Airgentic Help
Limited trial — Multi-step agent retrieval is currently available for selected services only. Contact Airgentic before enabling or changing this capability.
Multi-step agent retrieval helps an AI agent answer questions that need more than one search step.
For example, if a user asks:
What events are on during Family History Month?
The agent may first need to find out when Family History Month is, then use that date range to search for relevant events. This is different from a simple search, where the agent searches once and answers from the results.
Most questions are answered with the default search-and-answer flow:
Multi-step retrieval adds a planning layer for complex questions:
This is useful when a question contains an implied condition, time period, or dependency that is not directly stated in the question.
Multi-step retrieval is most useful for questions like:
In these examples, the agent may need to discover a timeframe, policy date, eligibility condition, or related fact before it can search properly.
Default search is usually enough for:
Multi-step retrieval should not be used just because an answer is important.
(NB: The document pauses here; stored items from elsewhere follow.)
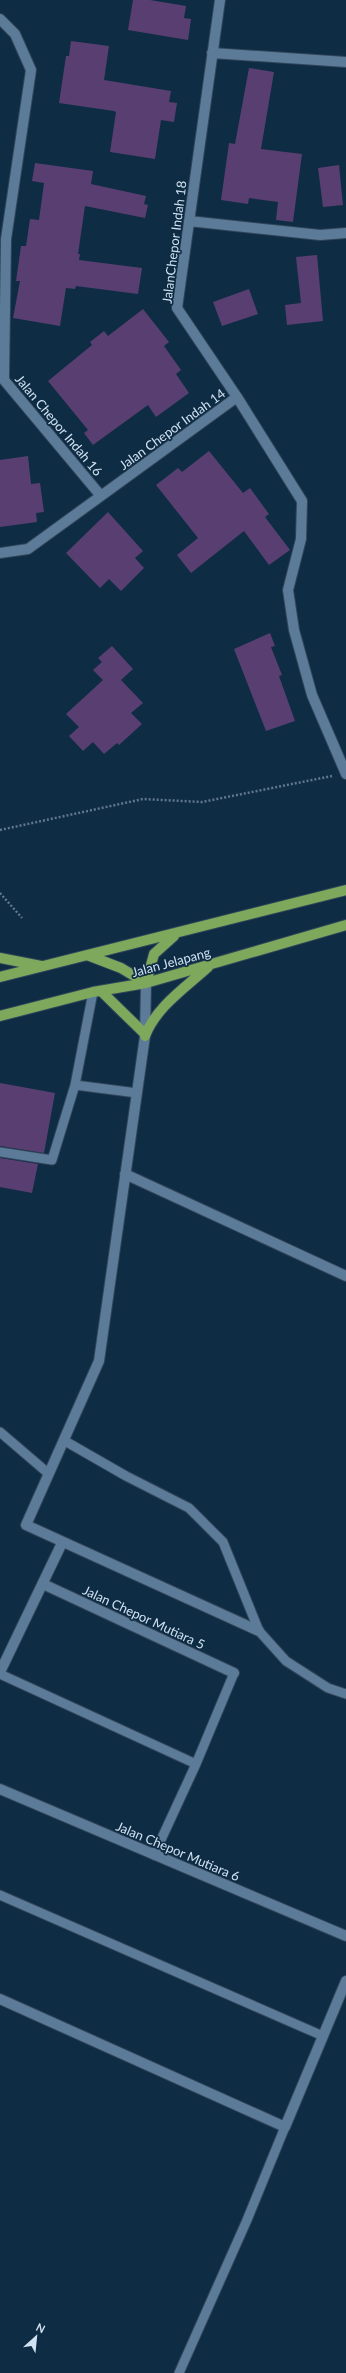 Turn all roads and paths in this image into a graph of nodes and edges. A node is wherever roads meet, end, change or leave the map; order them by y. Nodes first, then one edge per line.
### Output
1 (220, 0) edge
2 (0, 19) edge
3 (212, 53) junction
4 (346, 62) edge
5 (189, 221) junction
6 (346, 233) edge
7 (2, 380) edge
8 (237, 397) junction
9 (101, 496) junction
10 (0, 553) edge
11 (346, 774) edge
12 (0, 830) edge
13 (346, 890) edge
14 (0, 893) edge
15 (22, 918) dead end
16 (346, 925) edge
17 (177, 934) junction
18 (87, 955) junction
19 (0, 958) edge
20 (211, 964) junction
21 (43, 966) junction
22 (0, 977) edge
23 (146, 983) junction
24 (97, 992) junction
25 (0, 1016) edge
26 (145, 1035) junction
27 (75, 1085) junction
28 (137, 1093) junction
29 (0, 1152) edge
30 (126, 1174) junction
31 (346, 1276) edge
32 (0, 1432) edge
33 (65, 1441) junction
34 (49, 1474) junction
35 (62, 1543) junction
36 (43, 1584) junction
37 (259, 1631) junction
38 (234, 1672) joint
39 (0, 1673) edge
40 (346, 1694) edge
41 (196, 1764) junction
42 (0, 1789) edge
43 (154, 1855) junction
44 (0, 1895) edge
45 (346, 1936) edge
46 (346, 1981) edge
47 (0, 1999) edge
48 (323, 2036) junction
49 (285, 2127) junction
50 (179, 2373) edge

1 - 3 street, JalanChepor Indah 18
2 - 7 street, Jalan Chepor Indah 16
3 - 4 street
3 - 5 street, JalanChepor Indah 18
5 - 6 street
5 - 8 street, JalanChepor Indah 18
7 - 9 street, Jalan Chepor Indah 16
8 - 9 street, Jalan Chepor Indah 14
8 - 11 street, JalanChepor Indah 18
9 - 10 street, Jalan Chepor Indah 14
11 - 12 path
13 - 17 main road, Jalan Jelapang
14 - 15 path
16 - 20 main road, Jalan Jelapang
17 - 18 main road, Jalan Jelapang
17 - 23 main road
18 - 21 main road, Jalan Jelapang
18 - 23 main road
19 - 21 main road
20 - 23 main road, Jalan Jelapang
20 - 26 main road
21 - 22 main road, Jalan Jelapang
23 - 24 main road, Jalan Jelapang
23 - 26 street
24 - 25 main road, Jalan Jelapang
24 - 26 main road
24 - 27 lane
26 - 28 street
27 - 28 lane
27 - 29 lane
28 - 30 street
30 - 31 street
30 - 33 street
32 - 34 lane
33 - 34 street
33 - 37 lane
34 - 35 street
35 - 36 street
35 - 37 street
36 - 38 street, Jalan Chepor Mutiara 5
36 - 39 street
37 - 40 lane
38 - 41 lane
39 - 41 lane
41 - 43 lane
42 - 43 street, Jalan Chepor Mutiara 6
43 - 45 street, Jalan Chepor Mutiara 6
44 - 48 lane
46 - 48 street
47 - 49 street
48 - 49 street
49 - 50 lane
Use it when the agent needs to work something out before searching for the final answer.
During the limited trial, Airgentic will usually enable multi-step retrieval for you.
At a high level, the agent needs:
This is normally configured by Airgentic support or an authorised technical administrator. Most content owners do not need to edit these settings directly.
When multi-step retrieval is enabled, avoid forcing the search function to run first.
In the agent editor, the Force call first option can be useful for simple search agents, because it makes the agent search before answering. However, for multi-step retrieval it can prevent the agent from planning first.
If search is forced first, the agent may skip the planning step and search too broadly. For example, it may search for “Family History Month events” before first finding out when Family History Month is.
For multi-step retrieval, leave search function selection automatic unless Airgentic support advises otherwise.
What events are on during Family History Month?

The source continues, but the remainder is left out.